## Data provided
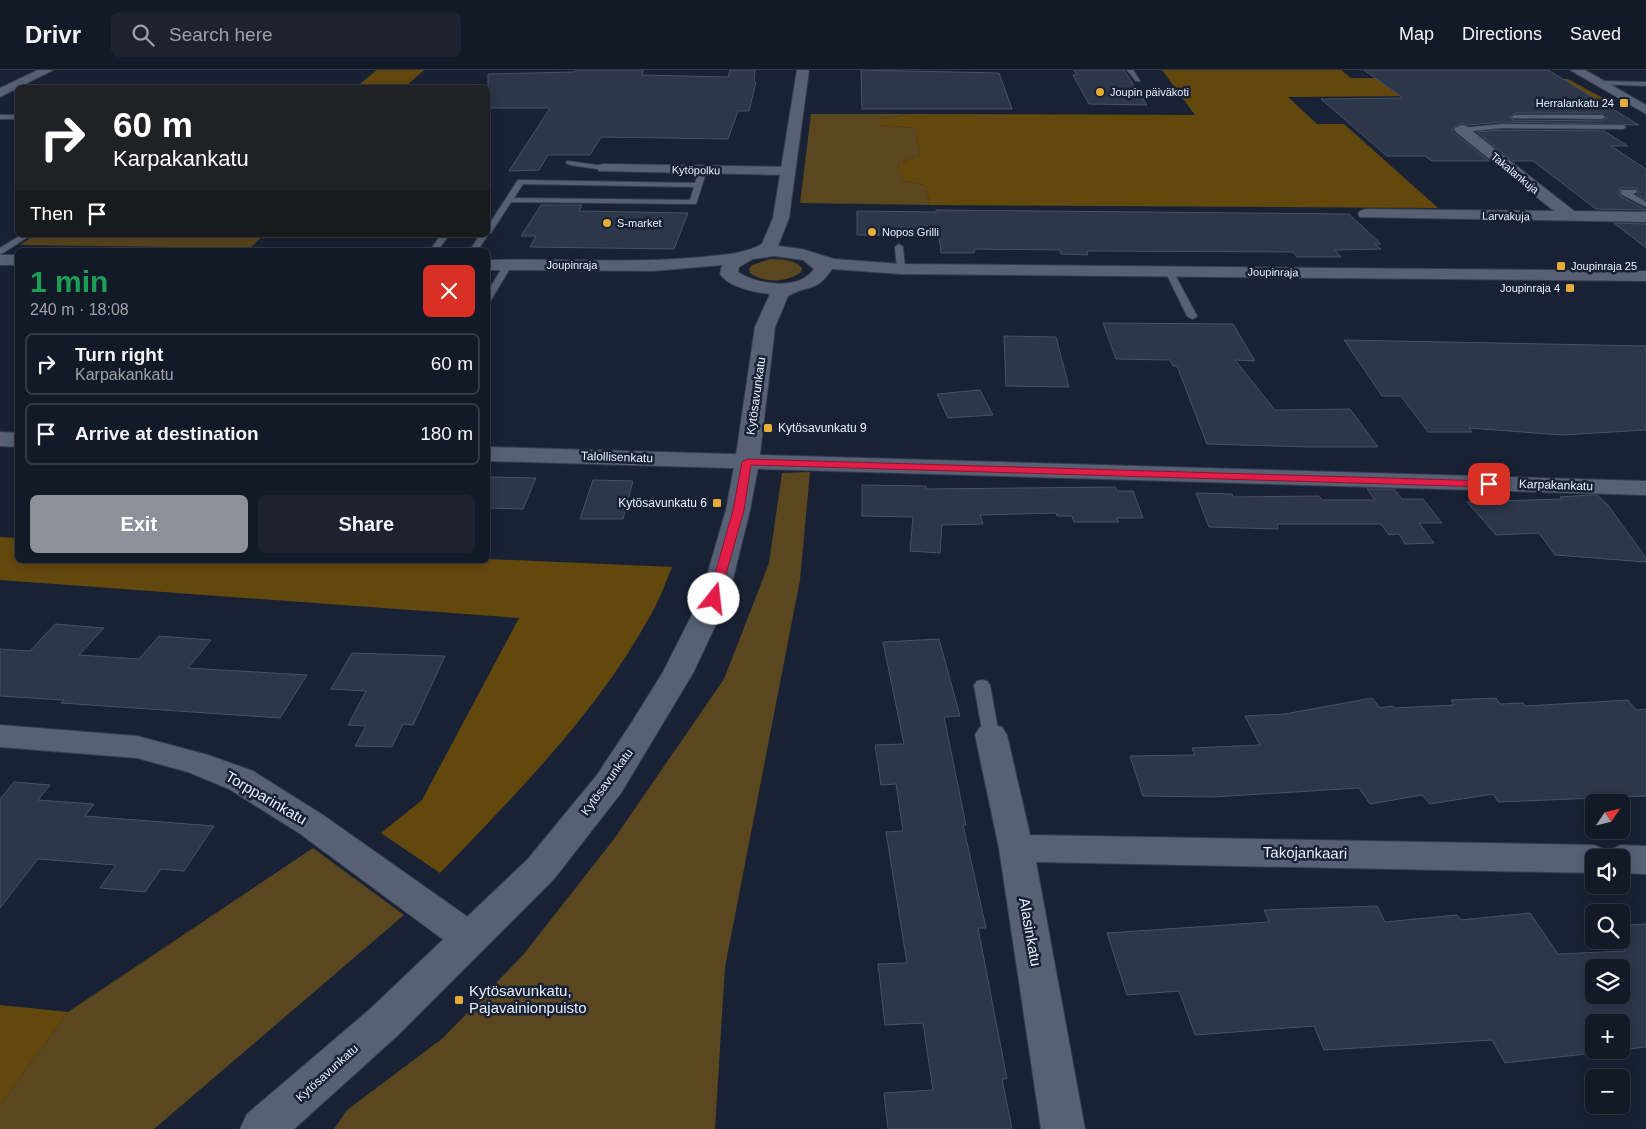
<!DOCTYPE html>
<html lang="en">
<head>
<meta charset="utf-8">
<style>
  :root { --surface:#131a27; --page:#1c232f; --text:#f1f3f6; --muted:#9da1a7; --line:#323844; --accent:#8c9099 }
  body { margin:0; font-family:Arial,sans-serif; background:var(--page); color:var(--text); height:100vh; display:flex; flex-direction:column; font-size:19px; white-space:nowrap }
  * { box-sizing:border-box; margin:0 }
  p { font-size:16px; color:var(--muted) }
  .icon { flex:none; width:28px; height:28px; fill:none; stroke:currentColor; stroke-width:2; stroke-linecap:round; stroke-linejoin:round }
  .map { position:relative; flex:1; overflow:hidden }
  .side { position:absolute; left:15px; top:178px; width:475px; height:315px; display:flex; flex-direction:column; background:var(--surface); border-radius:8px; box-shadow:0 2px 12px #0003,0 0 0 1px var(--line) }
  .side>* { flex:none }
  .hud { position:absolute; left:15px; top:15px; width:475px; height:152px; border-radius:8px; box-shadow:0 2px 12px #0003,0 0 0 1px var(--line); background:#202124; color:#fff; overflow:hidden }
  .needle { width:32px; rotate:55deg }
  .controls { position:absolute; left:1585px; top:724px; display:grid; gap:10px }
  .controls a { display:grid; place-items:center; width:45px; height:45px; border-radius:8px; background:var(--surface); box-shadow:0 2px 12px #0003,0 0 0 1px var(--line); font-size:25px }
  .pin { position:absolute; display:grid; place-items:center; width:42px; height:42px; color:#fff; margin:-21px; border-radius:10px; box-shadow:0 2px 8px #0006 }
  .me { position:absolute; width:55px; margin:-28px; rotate:16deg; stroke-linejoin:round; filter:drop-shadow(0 0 4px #0008) }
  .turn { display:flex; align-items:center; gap:18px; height:105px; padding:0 15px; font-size:22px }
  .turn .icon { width:65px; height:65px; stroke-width:2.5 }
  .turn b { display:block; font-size:35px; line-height:42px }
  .then { display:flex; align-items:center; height:48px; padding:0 15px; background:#0003; gap:10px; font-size:19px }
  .round { display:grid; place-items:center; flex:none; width:52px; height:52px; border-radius:8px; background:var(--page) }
  .summary { display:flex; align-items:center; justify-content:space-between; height:85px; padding:0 15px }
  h1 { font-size:30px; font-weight:700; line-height:38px; color:#1e9e55 }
  .action { display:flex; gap:10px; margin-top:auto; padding:10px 15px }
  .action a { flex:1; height:58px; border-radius:8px; background:var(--accent); color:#fff; font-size:20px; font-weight:700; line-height:58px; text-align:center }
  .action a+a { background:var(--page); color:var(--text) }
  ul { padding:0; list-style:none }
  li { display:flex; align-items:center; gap:15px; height:62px; margin:0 10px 8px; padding:0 5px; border:2px solid var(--line); border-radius:8px }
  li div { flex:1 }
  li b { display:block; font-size:19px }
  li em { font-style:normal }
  header { display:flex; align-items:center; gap:30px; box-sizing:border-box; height:70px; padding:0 25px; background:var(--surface); border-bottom:1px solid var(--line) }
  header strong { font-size:24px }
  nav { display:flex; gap:28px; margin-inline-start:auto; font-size:18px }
  .search { width:350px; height:45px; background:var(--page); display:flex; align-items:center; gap:12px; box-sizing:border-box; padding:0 18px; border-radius:8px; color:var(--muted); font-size:19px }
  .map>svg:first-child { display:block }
</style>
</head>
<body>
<header>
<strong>Drivr</strong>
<div class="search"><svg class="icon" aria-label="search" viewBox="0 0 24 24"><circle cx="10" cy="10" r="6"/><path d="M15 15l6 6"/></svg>Search here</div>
<nav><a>Map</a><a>Directions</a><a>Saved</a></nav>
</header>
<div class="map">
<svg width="1646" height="1059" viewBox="0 0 1646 1059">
  <rect width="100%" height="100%" fill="#192234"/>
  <!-- green -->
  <path fill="#5a461f" d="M811,44H913L881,49V55L916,58L920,85L898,94L902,111L925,115L930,135L800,133Z
    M35,165H264L250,178L20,175Z
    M770,189C781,189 794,189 802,198L801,202C787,213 764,213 750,203L749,199L752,195Z
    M810,402L800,510L725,897L715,1059H334L347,1040L443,968L523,885L614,769L724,609L769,493L782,403Z
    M313,778L404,845L154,1059H0V1035L68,942Z"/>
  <!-- forest -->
  <path fill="#63480e" d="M377,0H424L405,17H356Z
    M1162,0H1341L1351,8L1568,9L1612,33L1427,32L1419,26L1288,27L1317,54H1344L1438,138L930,135L925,115L902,111L898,94L920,85L916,58L880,55L881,49L913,44L1195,45Z
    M0,467L17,468L18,490L488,489L672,497C665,514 659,531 650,546C597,643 516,724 440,803L381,763L422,730L519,548L0,510Z
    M0,935L68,942L0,1035Z"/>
  <!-- building -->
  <path fill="#2d374a" stroke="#465165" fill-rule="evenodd" d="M575,0H643L642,5L728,7L730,0H755L754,11L756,12L749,41H738L728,69L601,67L590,85H548L539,100L509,101L550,38H488V4L574,2Z
    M861,0L999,3L1012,39H862Z
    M1074,0H1124L1147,35L1089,34L1073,5H1077Z
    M1364,0H1548L1639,55L1502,52L1468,55L1461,53L1452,59L1454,63L1489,91H1432L1425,86H1387L1321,29L1403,28ZM1515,43H1602L1607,48L1602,51L1513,50L1510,47Z
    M1502,60L1604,61L1628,76H1611L1646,99V130L1637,124L1639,121L1636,118H1621L1619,120L1620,126L1646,140L1596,139L1533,91H1513L1477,62Z
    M541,135H582L579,141L688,143L674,179L530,177L536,166H521Z
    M936,140L1349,144L1381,174H1375L1381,179L1335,180L1341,187H1297L1293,182L1087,181L1088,185L1061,184L1060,180L974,179V183H941L939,166L857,165V141L936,142Z
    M1614,153L1646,154V178Z
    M1103,253L1233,254L1255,291L1235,290L1275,340L1350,339L1378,377H1309L1207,374L1177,296H1173L1170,290L1116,289Z
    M1004,266L1056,267L1069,317L1006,316Z
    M1344,270L1646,276V360L1562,365L1469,358L1472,362H1428L1401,326H1382Z
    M980,320L993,345L948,348L937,324Z
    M488,407L536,408L523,439L488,438Z
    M593,410L633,411L623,449H580Z
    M862,415L926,416V419L1115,417L1117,421H1133L1143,448H1117L1119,452H1074L1072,446H1057L1056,443L980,445L983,454L942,455L940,483L910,481L913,447L862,446Z
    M1367,419H1394L1402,429H1423L1442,453H1419L1434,473L1405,474L1399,464L1389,465L1381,454H1277L1278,459L1209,457L1196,423L1232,424L1233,427L1319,426L1322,430H1375Z
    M1590,425H1597L1608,435L1646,488V492L1555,485L1539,463L1496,465L1467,432L1562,429L1560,427Z
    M55,554L104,558L79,585L139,589L159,566L211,570L188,598L307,605L280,648L61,633L64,630L0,626V579L30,581Z
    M939,569L960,646L944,647L966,755H963L986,858H978L1007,1009H1002L1012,1059H888L884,1023L933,1020L923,953L885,955L878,894L907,893L886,762L903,761L896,714L881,715L875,675L904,674L883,572Z
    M352,583L445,586L413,655L403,654L392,677L355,676L366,656L348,655L366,621L331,619Z
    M1372,628L1380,638L1392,636L1394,638L1454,635L1451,630L1496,628L1500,634L1523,633L1526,636L1628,630L1636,640L1646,639V726L1498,732L1493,724L1430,734L1422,725L1370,734L1359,718L1214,727L1143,726L1130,686L1195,685L1192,678L1260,675L1245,646L1285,644Z
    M14,712L50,715L38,730L94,734L85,746L214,756L184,801L161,799L145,822L100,818L116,795L38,789L0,838V729Z
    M1377,836L1385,852L1457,845L1461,850L1530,843L1558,884L1625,881L1621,876V855L1646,854V977L1621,980V952H1594V980H1621L1505,993L1492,970L1324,980L1314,956L1195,965L1179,921L1127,925L1107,863L1269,852L1264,840ZM1594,898H1621V925H1594Z"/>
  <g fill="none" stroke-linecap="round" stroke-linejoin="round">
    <defs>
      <path id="lane" d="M1127,0H1133L1140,11H1136Z
        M1599,11L1646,12V16L1597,14Z
        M0,45H18V49H0Z
        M1515,45H1602L1605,47L1602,49L1513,48L1512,47Z
        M1502,54L1623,55L1626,57L1623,59L1502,58L1462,62L1459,60L1462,58Z
        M567,91L604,96L608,98L604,100L570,95L566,93Z
        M700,98L707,100L696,134L511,132L491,163H488V156L518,110L695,113ZM523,114L694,117L690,130L514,128Z
        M1621,120H1636L1637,122L1633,124L1646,132V137L1621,124Z
        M488,164V165L478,180H470L480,165Z
        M21,165H31L0,185V178Z
        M441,165H449L438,180H430Z
        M899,174L903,177L905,199L901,202L897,199L895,177Z
        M508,192L512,195L491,230L488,231V221L505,193Z
        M1169,198L1173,201L1197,246L1195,248L1192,249L1187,246L1165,201Z
        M982,610L987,611L990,615L999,665L997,669L991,671L985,669L983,665L974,615L977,611Z"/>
      <path id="street" d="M1461,55L1466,56L1574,141L1646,142V152L1360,147L1358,144L1360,141L1366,139L1554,141L1456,62L1454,59Z
        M604,94L788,97L793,98L795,101L793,104L788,105L599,101L597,98L599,95Z
        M0,362L18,363V377L0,376Z
        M488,377L1646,411V425L488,391Z
        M991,654L1002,657L1007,665L1030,765L1594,775L1608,781L1621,775L1646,776V804L1621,803V788H1594V803L1036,792L1085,1059H1041L999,778L975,665L980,657Z
        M0,655L137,666L208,685L253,701L323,745L482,857L488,868L482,879L469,884L456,879L299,763L229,719L188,702L137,688L0,677Z"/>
      <path id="secondary" d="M38,0H53L0,27V18Z
        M797,0H809L789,148L778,176L802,179L834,189L901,194L1646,201V211L901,204L832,199C816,223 809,214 788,226L775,257L759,392L750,440L728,529L693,603L621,723L554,809L397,966L294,1059H240L247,1044L369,940L528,789L597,705L632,652L663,602L700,529L726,440L735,392L755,257L770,224C754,222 730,218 720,204L722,195L653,201L488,200V190C559,188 631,194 702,187C722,185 744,184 762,174L773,148ZM775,186L803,190L814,199C799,221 758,215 738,202L739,197L753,189Z
        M1570,0H1585L1646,35V44Z
        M0,185H18V195H0Z"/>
    </defs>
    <!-- lane casing -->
    <use href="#lane" stroke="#363d4c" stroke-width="2"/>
    <!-- street casing -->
    <use href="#street" stroke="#363d4c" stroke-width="2"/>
    <!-- secondary casing -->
    <use href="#secondary" stroke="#363d4c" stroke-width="2"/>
    <!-- lane -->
    <use href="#lane" fill="#566176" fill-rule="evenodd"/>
    <!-- street -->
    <use href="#street" fill="#566176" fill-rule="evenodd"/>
    <!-- secondary -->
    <use href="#secondary" fill="#566176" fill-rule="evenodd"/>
  </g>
  <!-- route -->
  <path fill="#e11d48" stroke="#92132f" d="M747,389L1489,411L1494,414L1489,417L751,395L744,440L719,529L714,532L708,529L733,440L742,392Z"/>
  <!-- markers -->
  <g fill="#e6ad36" stroke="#192234" stroke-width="2">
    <circle cx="1100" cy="22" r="5"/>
    <rect x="1619" y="28" width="10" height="10" rx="2.5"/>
    <circle cx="607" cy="153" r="5"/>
    <circle cx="872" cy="162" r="5"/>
    <rect x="1556" y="191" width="10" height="10" rx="2.5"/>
    <rect x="1565" y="213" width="10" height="10" rx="2.5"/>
    <rect x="763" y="353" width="10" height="10" rx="2.5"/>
    <rect x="712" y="428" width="10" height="10" rx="2.5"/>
    <rect x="454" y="925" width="10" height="10" rx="2.5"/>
  </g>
  <g text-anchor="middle" stroke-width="5" stroke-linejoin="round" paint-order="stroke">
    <!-- far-poi labels -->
    <g font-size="11" fill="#e8effc" stroke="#192234" text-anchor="start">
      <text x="1110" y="26">Joupin päiväkoti</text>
      <text x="1614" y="37" text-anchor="end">Herralankatu 24</text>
      <text x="617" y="157">S-market</text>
      <text x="882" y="166">Nopos Grilli</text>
      <text x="1571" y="200">Joupinraja 25</text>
      <text x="1560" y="222" text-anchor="end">Joupinraja 4</text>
    </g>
    <!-- far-street labels -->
    <g font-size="11" fill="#e8effc" stroke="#192234">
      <text transform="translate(696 100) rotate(1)" y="4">Kytöpolku</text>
      <text transform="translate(1515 103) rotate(39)" y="4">Takalankuja</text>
      <text transform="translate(1506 146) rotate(1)" y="4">Larvakuja</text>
      <text x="572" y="199">Joupinraja</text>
      <text transform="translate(1273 202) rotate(1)" y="4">Joupinraja</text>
    </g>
    <!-- street labels -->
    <g font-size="12" fill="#e8effc" stroke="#192234">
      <text transform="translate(756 326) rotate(-82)" y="4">Kytösavunkatu</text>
      <text transform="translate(617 387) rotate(2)" y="4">Talollisenkatu</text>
      <text transform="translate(1556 415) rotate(2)" y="4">Karpakankatu</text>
      <text transform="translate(607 712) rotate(-54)" y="4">Kytösavunkatu</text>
      <text transform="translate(327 1003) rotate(-42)" y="4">Kytösavunkatu</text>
    </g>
    <!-- poi labels -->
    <g font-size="12" fill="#e8effc" stroke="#192234" text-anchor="start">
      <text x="778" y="362">Kytösavunkatu 9</text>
      <text x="707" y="437" text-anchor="end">Kytösavunkatu 6</text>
    </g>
    <!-- near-street labels -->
    <g font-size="15" fill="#e8effc" stroke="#192234">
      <text transform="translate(266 728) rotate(30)" y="5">Torpparinkatu</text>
      <text transform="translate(1305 783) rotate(1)" y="5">Takojankaari</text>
      <text transform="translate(1030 862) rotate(80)" y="5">Alasinkatu</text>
    </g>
    <!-- near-poi labels -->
    <g font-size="15" fill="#e8effc" stroke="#192234" text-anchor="start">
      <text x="469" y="926">Kytösavunkatu,<tspan x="469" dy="17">Pajavainionpuisto</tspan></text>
    </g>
  </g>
</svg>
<div class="controls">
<a><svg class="needle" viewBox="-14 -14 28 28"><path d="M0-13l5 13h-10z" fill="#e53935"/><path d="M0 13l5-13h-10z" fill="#9da1a7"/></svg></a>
<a><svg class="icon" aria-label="sound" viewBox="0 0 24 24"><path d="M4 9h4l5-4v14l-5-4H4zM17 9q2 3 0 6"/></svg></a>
<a><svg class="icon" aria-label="search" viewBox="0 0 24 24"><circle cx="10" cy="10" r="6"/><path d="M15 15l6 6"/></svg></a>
<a><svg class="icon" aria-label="layers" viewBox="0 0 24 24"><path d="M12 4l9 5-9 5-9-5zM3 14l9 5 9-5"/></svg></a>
<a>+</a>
<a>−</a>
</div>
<div class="pin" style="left:1489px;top:414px;background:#d93025"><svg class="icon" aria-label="arrive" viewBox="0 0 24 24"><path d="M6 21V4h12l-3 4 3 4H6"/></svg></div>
<svg class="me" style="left:714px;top:529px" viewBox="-20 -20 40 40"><circle r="19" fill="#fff"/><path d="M0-13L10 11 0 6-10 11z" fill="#e11d48"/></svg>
<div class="hud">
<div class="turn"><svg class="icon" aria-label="right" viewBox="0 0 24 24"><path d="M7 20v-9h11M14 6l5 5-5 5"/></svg><div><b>60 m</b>Karpakankatu</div></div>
<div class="then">Then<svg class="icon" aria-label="arrive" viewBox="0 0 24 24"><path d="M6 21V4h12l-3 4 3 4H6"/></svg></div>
</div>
<section class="side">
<div class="summary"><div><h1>1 min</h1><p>240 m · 18:08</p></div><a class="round" style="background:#d93025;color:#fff"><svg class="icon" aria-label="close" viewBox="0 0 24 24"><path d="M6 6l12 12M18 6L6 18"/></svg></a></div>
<ul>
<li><svg class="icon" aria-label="right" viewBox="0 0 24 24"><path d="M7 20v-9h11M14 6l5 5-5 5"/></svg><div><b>Turn right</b><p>Karpakankatu</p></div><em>60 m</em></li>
<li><svg class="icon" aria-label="arrive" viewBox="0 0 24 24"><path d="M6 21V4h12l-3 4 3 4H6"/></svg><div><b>Arrive at destination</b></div><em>180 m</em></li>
</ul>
<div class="action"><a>Exit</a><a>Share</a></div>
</section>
</div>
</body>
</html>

## Exercise directions
Go from the first line of the data above to the line containing "margin:0; font-family:Arial,sans-serif; background:var(--page);" and retype exactly those lines, both included, but none of the pictures.

## Expected answer
<!DOCTYPE html>
<html lang="en">
<head>
<meta charset="utf-8">
<style>
  :root { --surface:#131a27; --page:#1c232f; --text:#f1f3f6; --muted:#9da1a7; --line:#323844; --accent:#8c9099 }
  body { margin:0; font-family:Arial,sans-serif; background:var(--page); color:var(--text); height:100vh; display:flex; flex-direction:column; font-size:19px; white-space:nowrap }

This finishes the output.